**PROBLEM**
Pictures should not appear in the copy; the records themselves must be written out exactly.

**Dataset items**
※ ※ ※
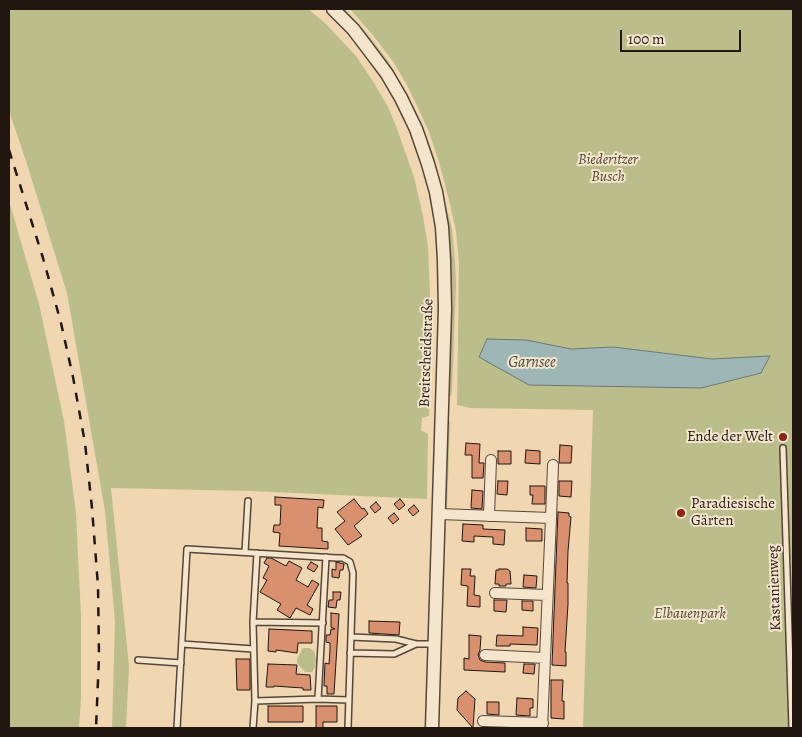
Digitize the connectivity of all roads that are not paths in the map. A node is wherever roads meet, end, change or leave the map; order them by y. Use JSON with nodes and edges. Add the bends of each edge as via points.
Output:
{"nodes":[{"id":1,"x":333,"y":9,"type":"edge"},
{"id":2,"x":783,"y":448,"type":"dead end"},
{"id":3,"x":491,"y":460,"type":"dead end"},
{"id":4,"x":553,"y":465,"type":"dead end"},
{"id":5,"x":248,"y":501,"type":"dead end"},
{"id":6,"x":439,"y":514,"type":"junction"},
{"id":7,"x":489,"y":516,"type":"junction"},
{"id":8,"x":551,"y":518,"type":"junction"},
{"id":9,"x":245,"y":552,"type":"junction"},
{"id":10,"x":256,"y":553,"type":"junction"},
{"id":11,"x":326,"y":557,"type":"junction"},
{"id":12,"x":495,"y":593,"type":"dead end"},
{"id":13,"x":547,"y":595,"type":"junction"},
{"id":14,"x":253,"y":622,"type":"junction"},
{"id":15,"x":323,"y":623,"type":"junction"},
{"id":16,"x":351,"y":637,"type":"junction"},
{"id":17,"x":182,"y":644,"type":"junction"},
{"id":18,"x":416,"y":644,"type":"junction"},
{"id":19,"x":435,"y":644,"type":"junction"},
{"id":20,"x":253,"y":649,"type":"junction"},
{"id":21,"x":350,"y":653,"type":"junction"},
{"id":22,"x":485,"y":655,"type":"dead end"},
{"id":23,"x":545,"y":658,"type":"junction"},
{"id":24,"x":138,"y":660,"type":"dead end"},
{"id":25,"x":181,"y":663,"type":"junction"},
{"id":26,"x":318,"y":699,"type":"junction"},
{"id":27,"x":349,"y":700,"type":"junction"},
{"id":28,"x":255,"y":701,"type":"junction"},
{"id":29,"x":484,"y":721,"type":"dead end"},
{"id":30,"x":543,"y":726,"type":"edge"},
{"id":31,"x":177,"y":728,"type":"edge"},
{"id":32,"x":253,"y":728,"type":"edge"},
{"id":33,"x":348,"y":728,"type":"edge"},
{"id":34,"x":432,"y":728,"type":"edge"},
{"id":35,"x":792,"y":728,"type":"edge"}],
"edges":[{"from":1,"to":6,"type":"street","name":"Breitscheidstraße","via":[[366,46],[401,98],[421,142],[436,192],[445,278]]},
{"from":2,"to":35,"type":"lane","name":"Kastanienweg"},
{"from":3,"to":7,"type":"street"},
{"from":4,"to":8,"type":"street"},
{"from":5,"to":9,"type":"lane"},
{"from":6,"to":7,"type":"street"},
{"from":6,"to":19,"type":"street","name":"Breitscheidstraße"},
{"from":7,"to":8,"type":"street"},
{"from":8,"to":13,"type":"street"},
{"from":9,"to":10,"type":"lane"},
{"from":9,"to":17,"type":"lane","via":[[188,549]]},
{"from":10,"to":11,"type":"lane"},
{"from":10,"to":14,"type":"lane"},
{"from":11,"to":15,"type":"lane"},
{"from":11,"to":16,"type":"lane","via":[[350,562],[353,572]]},
{"from":12,"to":13,"type":"street"},
{"from":13,"to":23,"type":"street"},
{"from":14,"to":15,"type":"lane"},
{"from":14,"to":20,"type":"lane"},
{"from":15,"to":26,"type":"lane"},
{"from":16,"to":18,"type":"lane","via":[[396,639]]},
{"from":16,"to":21,"type":"lane"},
{"from":17,"to":20,"type":"lane"},
{"from":17,"to":25,"type":"lane"},
{"from":18,"to":19,"type":"lane"},
{"from":18,"to":21,"type":"lane","via":[[394,654]]},
{"from":19,"to":34,"type":"street","name":"Breitscheidstraße"},
{"from":20,"to":28,"type":"lane"},
{"from":21,"to":27,"type":"lane"},
{"from":22,"to":23,"type":"street"},
{"from":23,"to":30,"type":"street"},
{"from":24,"to":25,"type":"lane"},
{"from":25,"to":31,"type":"lane"},
{"from":26,"to":27,"type":"lane"},
{"from":26,"to":28,"type":"lane"},
{"from":27,"to":33,"type":"lane"},
{"from":28,"to":32,"type":"lane"},
{"from":29,"to":30,"type":"street"}]}
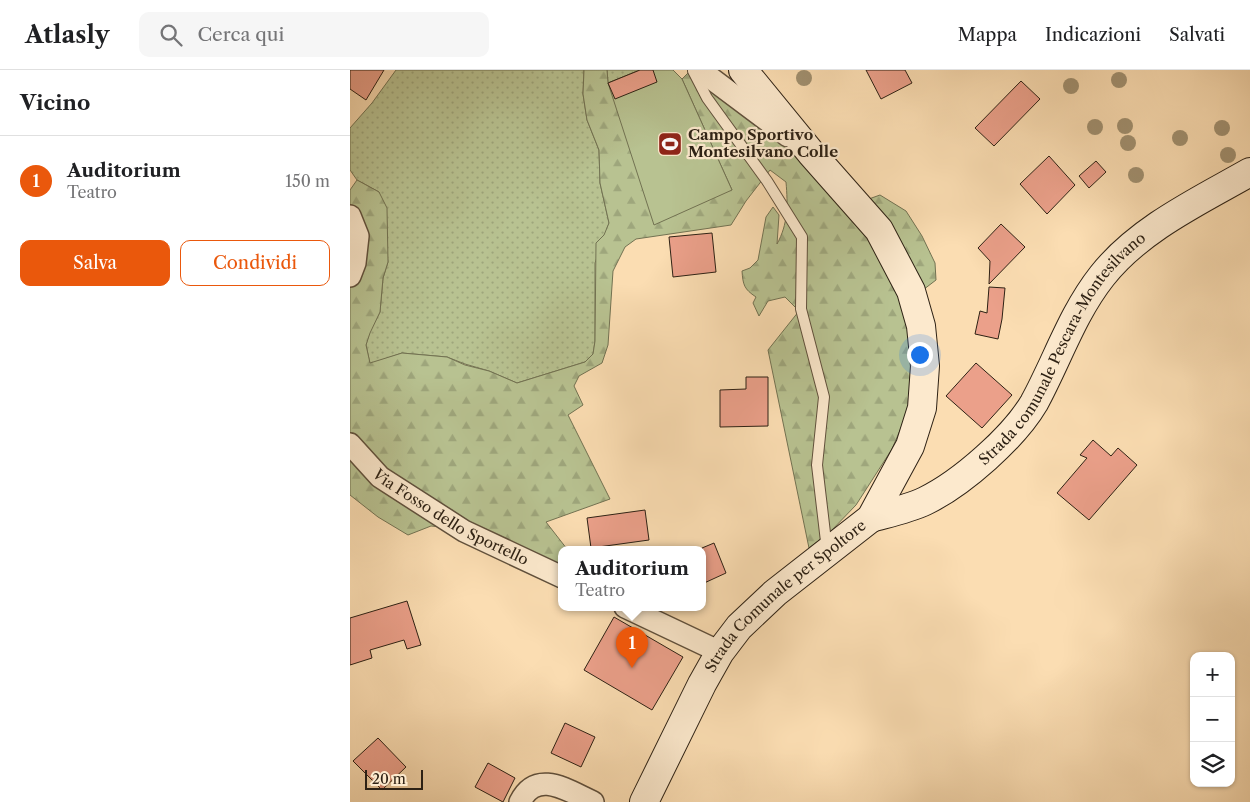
※ ※ ※
**OUTPUT FOR THIS EXERCISE**
Digitize the connectivity of all roads that are not paths in the map. A node is wherever roads meet, end, change or leave the map; order them by y. Use JSON with nodes and edges. Add the bends of each edge as via points.
Output:
{"nodes":[{"id":1,"x":333,"y":9,"type":"edge"},
{"id":2,"x":783,"y":448,"type":"dead end"},
{"id":3,"x":491,"y":460,"type":"dead end"},
{"id":4,"x":553,"y":465,"type":"dead end"},
{"id":5,"x":248,"y":501,"type":"dead end"},
{"id":6,"x":439,"y":514,"type":"junction"},
{"id":7,"x":489,"y":516,"type":"junction"},
{"id":8,"x":551,"y":518,"type":"junction"},
{"id":9,"x":245,"y":552,"type":"junction"},
{"id":10,"x":256,"y":553,"type":"junction"},
{"id":11,"x":326,"y":557,"type":"junction"},
{"id":12,"x":495,"y":593,"type":"dead end"},
{"id":13,"x":547,"y":595,"type":"junction"},
{"id":14,"x":253,"y":622,"type":"junction"},
{"id":15,"x":323,"y":623,"type":"junction"},
{"id":16,"x":351,"y":637,"type":"junction"},
{"id":17,"x":182,"y":644,"type":"junction"},
{"id":18,"x":416,"y":644,"type":"junction"},
{"id":19,"x":435,"y":644,"type":"junction"},
{"id":20,"x":253,"y":649,"type":"junction"},
{"id":21,"x":350,"y":653,"type":"junction"},
{"id":22,"x":485,"y":655,"type":"dead end"},
{"id":23,"x":545,"y":658,"type":"junction"},
{"id":24,"x":138,"y":660,"type":"dead end"},
{"id":25,"x":181,"y":663,"type":"junction"},
{"id":26,"x":318,"y":699,"type":"junction"},
{"id":27,"x":349,"y":700,"type":"junction"},
{"id":28,"x":255,"y":701,"type":"junction"},
{"id":29,"x":484,"y":721,"type":"dead end"},
{"id":30,"x":543,"y":726,"type":"edge"},
{"id":31,"x":177,"y":728,"type":"edge"},
{"id":32,"x":253,"y":728,"type":"edge"},
{"id":33,"x":348,"y":728,"type":"edge"},
{"id":34,"x":432,"y":728,"type":"edge"},
{"id":35,"x":792,"y":728,"type":"edge"}],
"edges":[{"from":1,"to":6,"type":"street","name":"Breitscheidstraße","via":[[366,46],[401,98],[421,142],[436,192],[445,278]]},
{"from":2,"to":35,"type":"lane","name":"Kastanienweg"},
{"from":3,"to":7,"type":"street"},
{"from":4,"to":8,"type":"street"},
{"from":5,"to":9,"type":"lane"},
{"from":6,"to":7,"type":"street"},
{"from":6,"to":19,"type":"street","name":"Breitscheidstraße"},
{"from":7,"to":8,"type":"street"},
{"from":8,"to":13,"type":"street"},
{"from":9,"to":10,"type":"lane"},
{"from":9,"to":17,"type":"lane","via":[[188,549]]},
{"from":10,"to":11,"type":"lane"},
{"from":10,"to":14,"type":"lane"},
{"from":11,"to":15,"type":"lane"},
{"from":11,"to":16,"type":"lane","via":[[350,562],[353,572]]},
{"from":12,"to":13,"type":"street"},
{"from":13,"to":23,"type":"street"},
{"from":14,"to":15,"type":"lane"},
{"from":14,"to":20,"type":"lane"},
{"from":15,"to":26,"type":"lane"},
{"from":16,"to":18,"type":"lane","via":[[396,639]]},
{"from":16,"to":21,"type":"lane"},
{"from":17,"to":20,"type":"lane"},
{"from":17,"to":25,"type":"lane"},
{"from":18,"to":19,"type":"lane"},
{"from":18,"to":21,"type":"lane","via":[[394,654]]},
{"from":19,"to":34,"type":"street","name":"Breitscheidstraße"},
{"from":20,"to":28,"type":"lane"},
{"from":21,"to":27,"type":"lane"},
{"from":22,"to":23,"type":"street"},
{"from":23,"to":30,"type":"street"},
{"from":24,"to":25,"type":"lane"},
{"from":25,"to":31,"type":"lane"},
{"from":26,"to":27,"type":"lane"},
{"from":26,"to":28,"type":"lane"},
{"from":27,"to":33,"type":"lane"},
{"from":28,"to":32,"type":"lane"},
{"from":29,"to":30,"type":"street"}]}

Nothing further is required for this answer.